In 1970, she starred in the short portmanteau film 3 to Go. During this time she also moved to more provocative (for its time) television, especially in the sex series of Alvin Purple, and then under the direction of Tim Burstall as Sybil the babysitter in Libido: The Child (one of four parts of a portmanteau film that showed various aspects of human sexuality).  In this part Morris awakens the sexuality of the boy that she is babysitting.  For her part, Morris won the 1973 Australian Film Industry (AFI) Best Actress in a Lead Role. Morris then played the part of "Sam" in the 1978 movie In Search of Anna, before receiving top billing as the wife "Jill Cowper" in the 1979 black comedy The Plumber, which began its life as a small 6 week television series directed by Peter Weir but following its success was produced as a DVD titled The Mad Plumber.

The 1980s brought further success. She starred in Maybe This Time (1980), Strata (1983), Phar Lap (1983) as Bea Davis, the wife of Phar Lap's owner David J. Davis, and played the part of "Catherine Faulkner", the mother of the main character, "Kat Stanton", (played by Nicole Kidman) in Bangkok Hilton (1989).

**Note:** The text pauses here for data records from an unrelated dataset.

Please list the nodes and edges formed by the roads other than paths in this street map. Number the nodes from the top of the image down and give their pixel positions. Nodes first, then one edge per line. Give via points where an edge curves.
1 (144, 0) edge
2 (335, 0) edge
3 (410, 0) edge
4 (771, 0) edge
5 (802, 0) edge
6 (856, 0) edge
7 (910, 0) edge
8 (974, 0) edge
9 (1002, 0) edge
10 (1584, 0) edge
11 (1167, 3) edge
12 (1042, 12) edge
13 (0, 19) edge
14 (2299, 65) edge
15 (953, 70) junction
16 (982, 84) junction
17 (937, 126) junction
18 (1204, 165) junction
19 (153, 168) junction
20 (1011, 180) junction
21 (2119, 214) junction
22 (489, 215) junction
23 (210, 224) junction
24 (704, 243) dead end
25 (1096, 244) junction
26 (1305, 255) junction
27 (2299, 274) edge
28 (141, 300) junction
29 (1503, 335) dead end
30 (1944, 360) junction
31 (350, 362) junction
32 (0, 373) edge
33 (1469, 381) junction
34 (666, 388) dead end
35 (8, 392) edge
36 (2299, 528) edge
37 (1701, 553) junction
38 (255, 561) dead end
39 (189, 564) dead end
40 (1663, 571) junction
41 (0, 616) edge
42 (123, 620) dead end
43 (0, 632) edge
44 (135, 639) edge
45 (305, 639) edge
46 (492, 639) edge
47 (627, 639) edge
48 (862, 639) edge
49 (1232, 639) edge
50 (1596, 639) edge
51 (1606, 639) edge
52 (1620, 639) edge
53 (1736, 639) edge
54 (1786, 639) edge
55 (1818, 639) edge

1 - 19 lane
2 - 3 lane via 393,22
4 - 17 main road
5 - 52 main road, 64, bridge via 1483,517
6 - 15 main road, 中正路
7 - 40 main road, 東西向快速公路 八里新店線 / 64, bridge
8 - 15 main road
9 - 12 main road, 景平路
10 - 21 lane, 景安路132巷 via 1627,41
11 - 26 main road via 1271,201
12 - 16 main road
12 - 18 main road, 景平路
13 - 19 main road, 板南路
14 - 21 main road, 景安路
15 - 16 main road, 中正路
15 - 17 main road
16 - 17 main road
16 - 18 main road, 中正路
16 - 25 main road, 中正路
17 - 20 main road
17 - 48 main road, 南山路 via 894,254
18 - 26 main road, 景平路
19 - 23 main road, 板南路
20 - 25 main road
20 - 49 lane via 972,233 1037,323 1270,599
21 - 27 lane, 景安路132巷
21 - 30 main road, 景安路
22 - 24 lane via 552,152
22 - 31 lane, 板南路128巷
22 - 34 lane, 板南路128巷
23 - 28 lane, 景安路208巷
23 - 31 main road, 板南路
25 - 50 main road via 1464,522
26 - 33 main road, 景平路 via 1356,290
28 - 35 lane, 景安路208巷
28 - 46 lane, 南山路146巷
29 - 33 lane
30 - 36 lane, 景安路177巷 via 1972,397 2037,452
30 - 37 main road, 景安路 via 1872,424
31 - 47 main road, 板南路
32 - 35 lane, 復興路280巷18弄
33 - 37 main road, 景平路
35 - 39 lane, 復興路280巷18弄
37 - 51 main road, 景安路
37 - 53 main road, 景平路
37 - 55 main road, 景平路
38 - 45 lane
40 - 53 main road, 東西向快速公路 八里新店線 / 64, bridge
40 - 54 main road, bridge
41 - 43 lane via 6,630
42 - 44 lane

In 1986 Morris was cast as Margaret 'Meg' Stenning in the miniseries The Last Frontier, that also starred Jason Robards as her father Edward Stenning, fellow Australian Jack Thompson as her brother, the black sheep of the family, Nick Stenning, and American actress Linda Evans as Kate Adamson-Hannon. (This miniseries was released on 3 November 1986). During and after this work she also played the role of "Liz Beare", the daughter-in-law of "Maggie Beare" (played by Ruth Cracknell) in the Mother and Son series that ran from 1984 to 1994. She also starred as an American photographer in Razorback.

Following this, amongst other work, she was cast in the role of "Mrs Muggleton" in eight episodes of the Spellbinder (1995) television series.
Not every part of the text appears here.